Records shown:
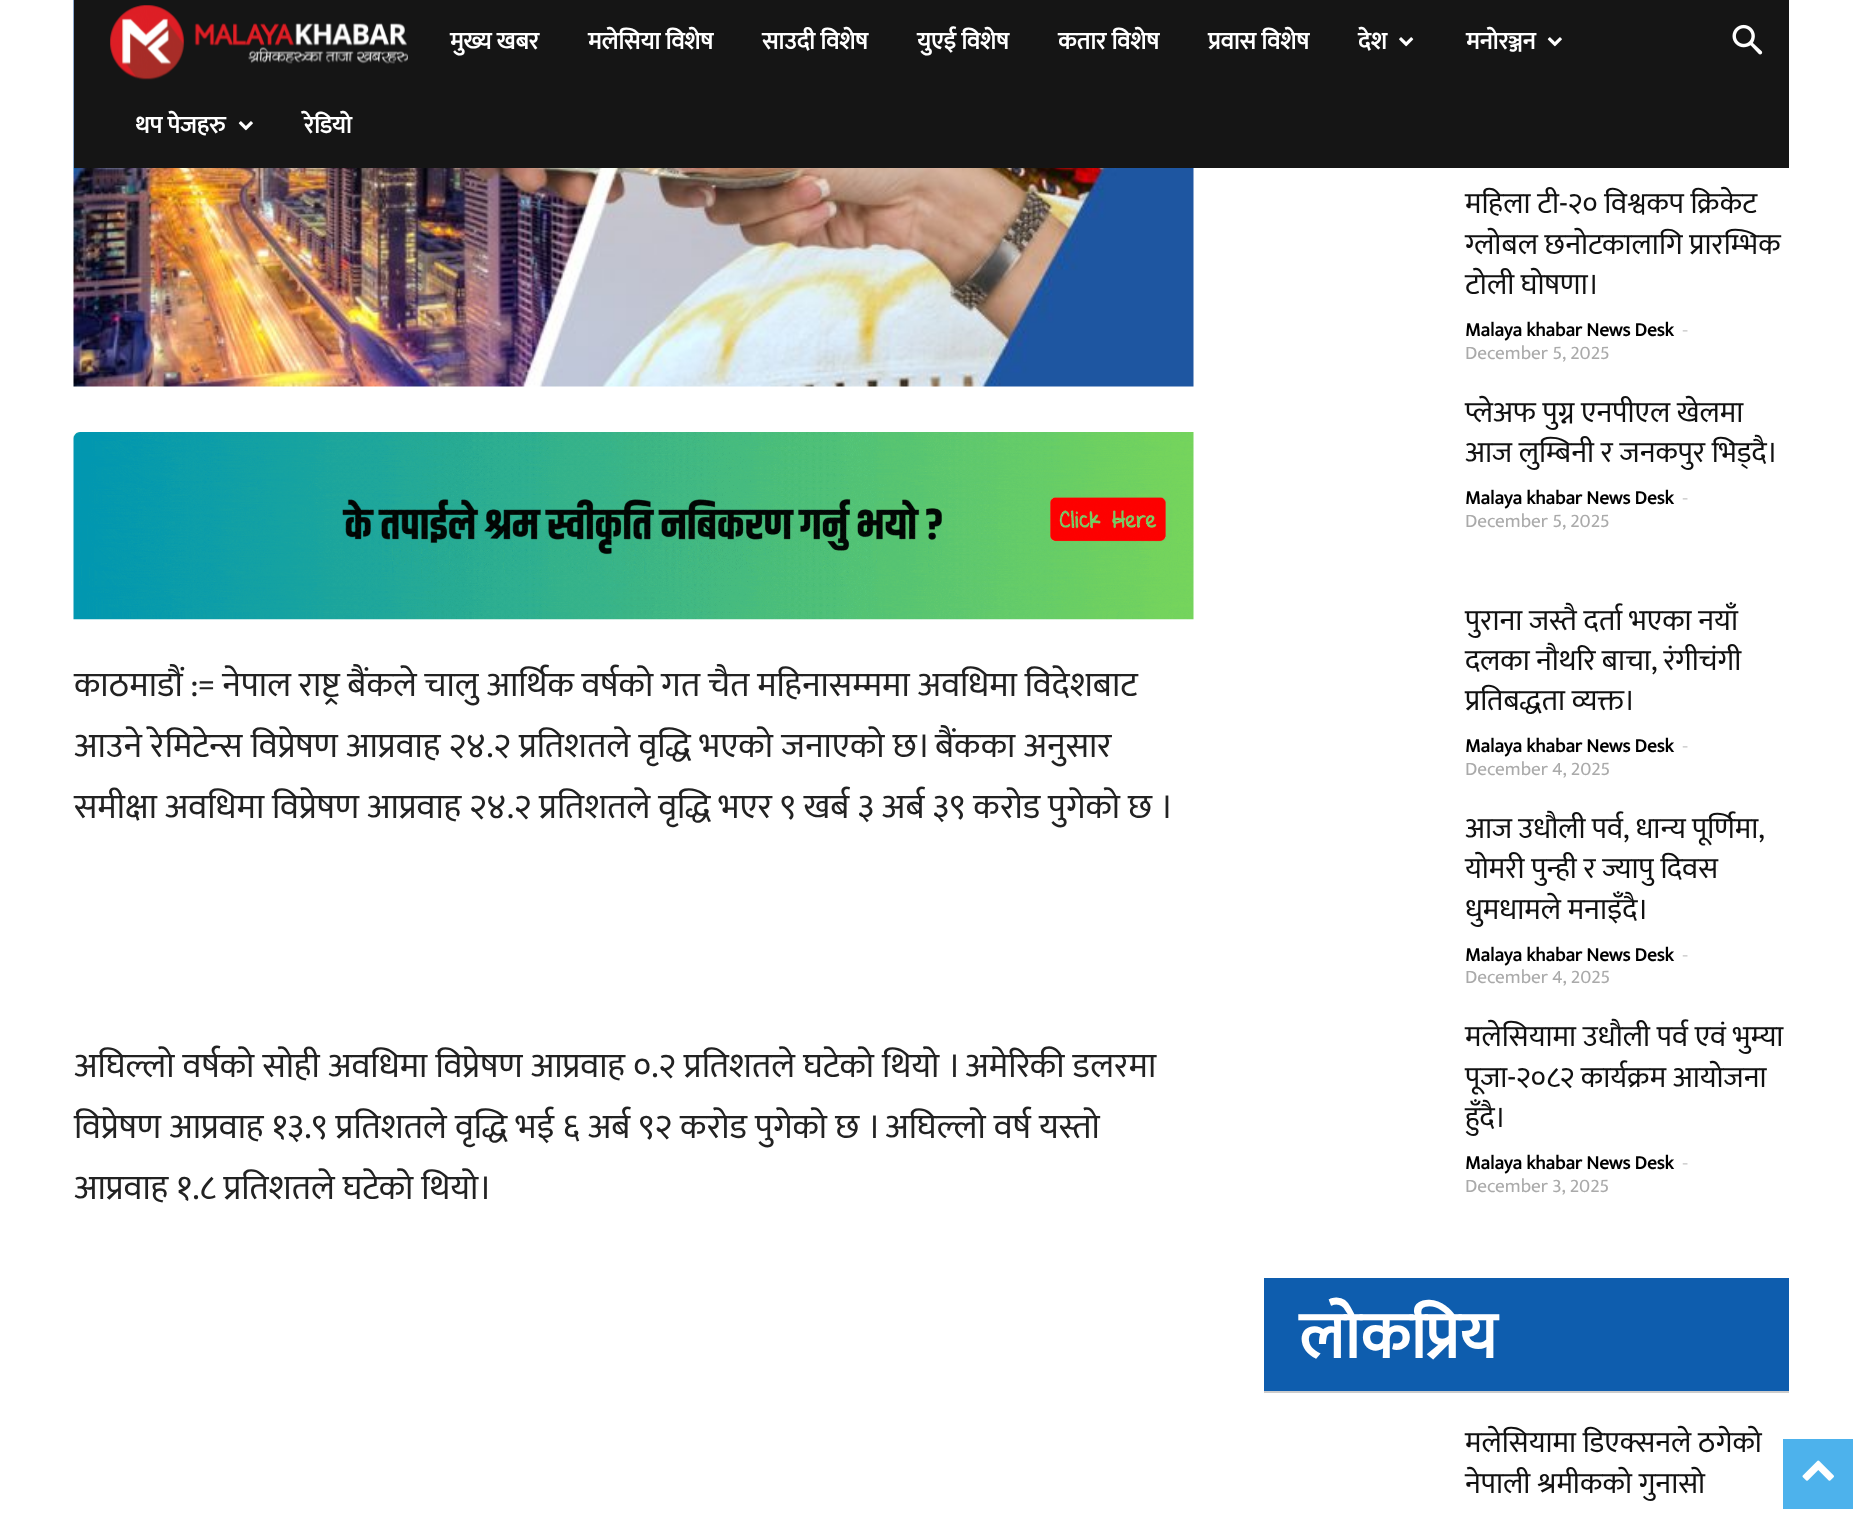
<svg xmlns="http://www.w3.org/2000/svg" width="1861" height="1514">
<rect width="100%" height="100%" fill="#fff"/>
<image x="73" y="0" width="1121" height="387" href="media/5.png"/>
<rect x="74" width="1715" height="168" fill="#151515"/>
<image x="110" y="5" width="298" height="75" href="media/1.png"/>
<text x="450" y="49" style="font-family:Mukta;font-size:24.5px;font-weight:bold;fill:#fff">मुख्य खबर</text>
<text x="588" y="49" style="font-family:Mukta;font-size:24.5px;font-weight:bold;fill:#fff">मलेसिया विशेष</text>
<text x="762" y="49" style="font-family:Mukta;font-size:24.5px;font-weight:bold;fill:#fff">साउदी विशेष</text>
<text x="917" y="49" style="font-family:Mukta;font-size:24.5px;font-weight:bold;fill:#fff">युएई विशेष</text>
<text x="1058" y="49" style="font-family:Mukta;font-size:24.5px;font-weight:bold;fill:#fff">कतार विशेष</text>
<text x="1208" y="49" style="font-family:Mukta;font-size:24.5px;font-weight:bold;fill:#fff">प्रवास विशेष</text>
<text x="1358" y="49" style="font-family:Mukta;font-size:24.5px;font-weight:bold;fill:#fff">देश</text>
<image x="1399" y="37" width="15" height="10" href="media/2.png"/>
<text x="1466" y="49" style="font-family:Mukta;font-size:24.5px;font-weight:bold;fill:#fff">मनोरञ्जन</text>
<image x="1547" y="37" width="15" height="10" href="media/3.png"/>
<text x="135" y="133" style="font-family:Mukta;font-size:24.5px;font-weight:bold;fill:#fff">थप पेजहरु</text>
<image x="238" y="121" width="15" height="10" href="media/3.png"/>
<text x="304" y="133" style="font-family:Mukta;font-size:24.5px;font-weight:bold;fill:#fff">रेडियो</text>
<image x="1732" y="24" width="31" height="31" href="media/4.png"/>
<image x="73" y="432" width="1121" height="188" href="media/6.png"/>
<text x="74" y="696" style="font-family:Mukta;font-size:35px;fill:#222">काठमाडौं := नेपाल राष्ट्र बैंकले चालु आर्थिक वर्षको गत चैत महिनासम्ममा अवधिमा विदेशबाट</text>
<text x="74" y="757" word-spacing="0.4" style="font-family:Mukta;font-size:35px;fill:#222">आउने रेमिटेन्स विप्रेषण आप्रवाह २४.२ प्रतिशतले वृद्धि भएको जनाएको छ। बैंकका अनुसार</text>
<text x="74" y="818" style="font-family:Mukta;font-size:35px;fill:#222">समीक्षा अवधिमा विप्रेषण आप्रवाह २४.२ प्रतिशतले वृद्धि भएर ९ खर्ब ३ अर्ब ३९ करोड पुगेको छ ।</text>
<text x="74" y="1077" word-spacing="0.3" style="font-family:Mukta;font-size:35px;fill:#222">अघिल्लो वर्षको सोही अवधिमा विप्रेषण आप्रवाह ०.२ प्रतिशतले घटेको थियो । अमेरिकी डलरमा</text>
<text x="74" y="1138" word-spacing="0.25" style="font-family:Mukta;font-size:35px;fill:#222">विप्रेषण आप्रवाह १३.९ प्रतिशतले वृद्धि भई ६ अर्ब ९२ करोड पुगेको छ । अघिल्लो वर्ष यस्तो</text>
<text x="74" y="1199" style="font-family:Mukta;font-size:35px;fill:#222">आप्रवाह १.८ प्रतिशतले घटेको थियो।</text>
<text x="1465" y="213" style="font-family:Mukta;font-size:29.75px;fill:#111">महिला टी-२० विश्वकप क्रिकेट</text>
<text x="1465" y="254" style="font-family:Mukta;font-size:29.75px;fill:#111">ग्लोबल छनोटकालागि प्रारम्भिक</text>
<text x="1465" y="294" style="font-family:Mukta;font-size:29.75px;fill:#111">टोली घोषणा।</text>
<text x="1465" y="336" style="font-family:Mukta;font-size:19.25px;font-weight:bold;fill:#000">Malaya khabar News Desk</text>
<text x="1682" y="336" style="font-family:Open Sans;font-size:19.25px;fill:#ccc">-</text>
<text x="1465" y="359" style="font-family:Mukta;font-size:19.25px;fill:#aaa">December 5, 2025</text>
<text x="1465" y="422" style="font-family:Mukta;font-size:29.75px;fill:#111">प्लेअफ पुग्न एनपीएल खेलमा</text>
<text x="1465" y="462" style="font-family:Mukta;font-size:29.75px;fill:#111">आज लुम्बिनी र जनकपुर भिड्दै।</text>
<text x="1465" y="504" style="font-family:Mukta;font-size:19.25px;font-weight:bold;fill:#000">Malaya khabar News Desk</text>
<text x="1682" y="504" style="font-family:Open Sans;font-size:19.25px;fill:#ccc">-</text>
<text x="1465" y="527" style="font-family:Mukta;font-size:19.25px;fill:#aaa">December 5, 2025</text>
<text x="1465" y="630" style="font-family:Mukta;font-size:29.75px;fill:#111">पुराना जस्तै दर्ता भएका नयाँ</text>
<text x="1465" y="670" word-spacing="-0.5" style="font-family:Mukta;font-size:29.75px;fill:#111">दलका नौथरि बाचा, रंगीचंगी</text>
<text x="1465" y="710" style="font-family:Mukta;font-size:29.75px;fill:#111">प्रतिबद्धता व्यक्त।</text>
<text x="1465" y="752" style="font-family:Mukta;font-size:19.25px;font-weight:bold;fill:#000">Malaya khabar News Desk</text>
<text x="1682" y="752" style="font-family:Open Sans;font-size:19.25px;fill:#ccc">-</text>
<text x="1465" y="775" style="font-family:Mukta;font-size:19.25px;fill:#aaa">December 4, 2025</text>
<text x="1465" y="838" word-spacing="-0.5" style="font-family:Mukta;font-size:29.75px;fill:#111">आज उधौली पर्व, धान्य पूर्णिमा,</text>
<text x="1465" y="878" style="font-family:Mukta;font-size:29.75px;fill:#111">योमरी पुन्ही र ज्यापु दिवस</text>
<text x="1465" y="919" style="font-family:Mukta;font-size:29.75px;fill:#111">धुमधामले मनाइँदै।</text>
<text x="1465" y="961" style="font-family:Mukta;font-size:19.25px;font-weight:bold;fill:#000">Malaya khabar News Desk</text>
<text x="1682" y="961" style="font-family:Open Sans;font-size:19.25px;fill:#ccc">-</text>
<text x="1465" y="983" style="font-family:Mukta;font-size:19.25px;fill:#aaa">December 4, 2025</text>
<text x="1465" y="1046" style="font-family:Mukta;font-size:29.75px;fill:#111">मलेसियामा उधौली पर्व एवं भुम्या</text>
<text x="1465" y="1087" style="font-family:Mukta;font-size:29.75px;fill:#111">पूजा-२०८२ कार्यक्रम आयोजना</text>
<text x="1465" y="1127" style="font-family:Mukta;font-size:29.75px;fill:#111">हुँदै।</text>
<text x="1465" y="1169" style="font-family:Mukta;font-size:19.25px;font-weight:bold;fill:#000">Malaya khabar News Desk</text>
<text x="1682" y="1169" style="font-family:Open Sans;font-size:19.25px;fill:#ccc">-</text>
<text x="1465" y="1192" style="font-family:Mukta;font-size:19.25px;fill:#aaa">December 3, 2025</text>
<rect x="1264" y="1278" width="525" height="113" fill="#0e5dae"/>
<rect x="1264" y="1391" width="525" height="2" fill="#ccc"/>
<text x="1299" y="1358" style="font-family:Mukta;font-size:66.5px;font-weight:bold;fill:#fff">लोकप्रिय</text>
<text x="1465" y="1452" style="font-family:Mukta;font-size:29.75px;fill:#111">मलेसियामा डिएक्सनले ठगेको</text>
<text x="1465" y="1493" style="font-family:Mukta;font-size:29.75px;fill:#111">नेपाली श्रमीकको गुनासो</text>
<rect x="1783" y="1439" width="70" height="70" fill="#4db2ec"/>
<image x="1802" y="1460" width="32" height="21" href="media/7.png"/>
</svg>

What is being asked:
For each line above that includes "rect", copy the line.

Response:
<rect width="100%" height="100%" fill="#fff"/>
<rect x="74" width="1715" height="168" fill="#151515"/>
<rect x="1264" y="1278" width="525" height="113" fill="#0e5dae"/>
<rect x="1264" y="1391" width="525" height="2" fill="#ccc"/>
<rect x="1783" y="1439" width="70" height="70" fill="#4db2ec"/>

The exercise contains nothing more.